GERMANY: The government has announced the expulsion of a Russian diplomat over a case in which a woman was arrested on suspicion of supplying information related to the war in Ukraine to an intelligence contact at Moscow’s embassy in Berlin.
The Foreign Ministry said today that “the German government doesn’t tolerate espionage in Germany, still less under the disguise of diplomatic status.”
It said it had summoned Moscow’s ambassador and told him it was expelling “the person in question who spied on behalf of Russia.”
NIGERIA: More than a million people in the north-east could lose access to emergency food and nutrition aid within weeks unless funding is secured, the World Food Programme warned today.
It said 35 million people in Nigeria were likely to experience severe hunger this year, the highest figure ever recorded by the United Nations agency in the country.
PHILIPPINES: A Filipina journalist was found guilty of terrorism charges today, a verdict that was condemned by press freedom watchdogs but welcomed by officials fighting a communist insurgency.

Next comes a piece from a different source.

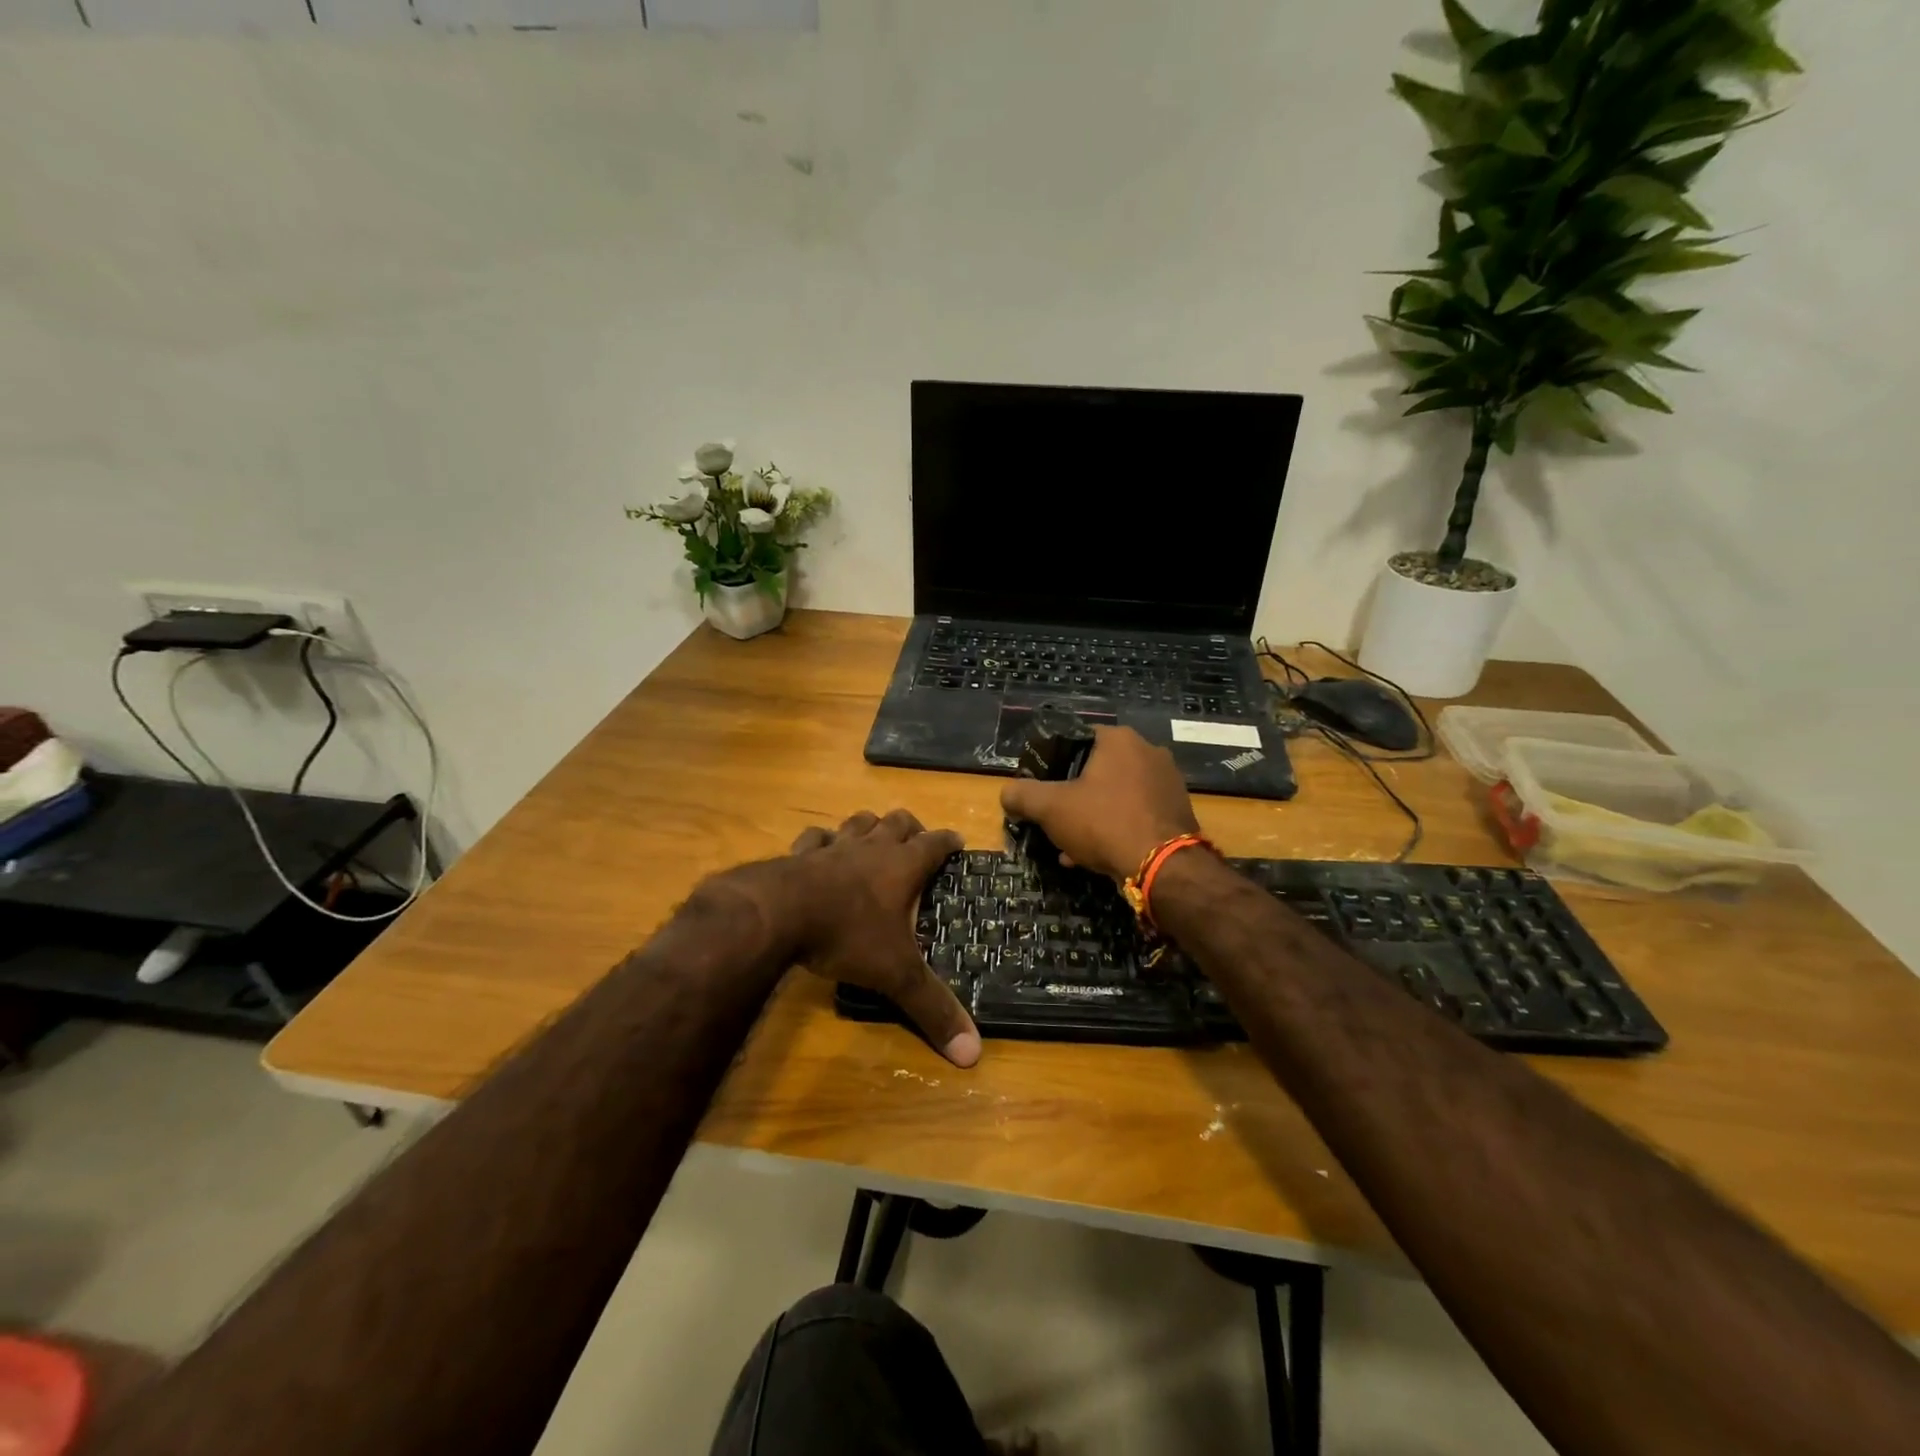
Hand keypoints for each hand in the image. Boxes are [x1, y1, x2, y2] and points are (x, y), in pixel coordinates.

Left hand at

Presiding Judge Georgina Perez of the Regional Trial Court in central Tacloban city convicted Frenchie Mae Cumpio and human rights missionary Marielle Domequil, who have been jailed for nearly six years, of financing terrorism.
MALAYSIA: Former army chief Hafizuddiean Jantan was charged today with laundering more than 2.1 million ringgit (around £387,000) following investigations into alleged corruption in defence contracts.
He pleaded not guilty to four charges of receiving proceeds from illegal activities between 2024 and 2025 under an anti-money laundering law.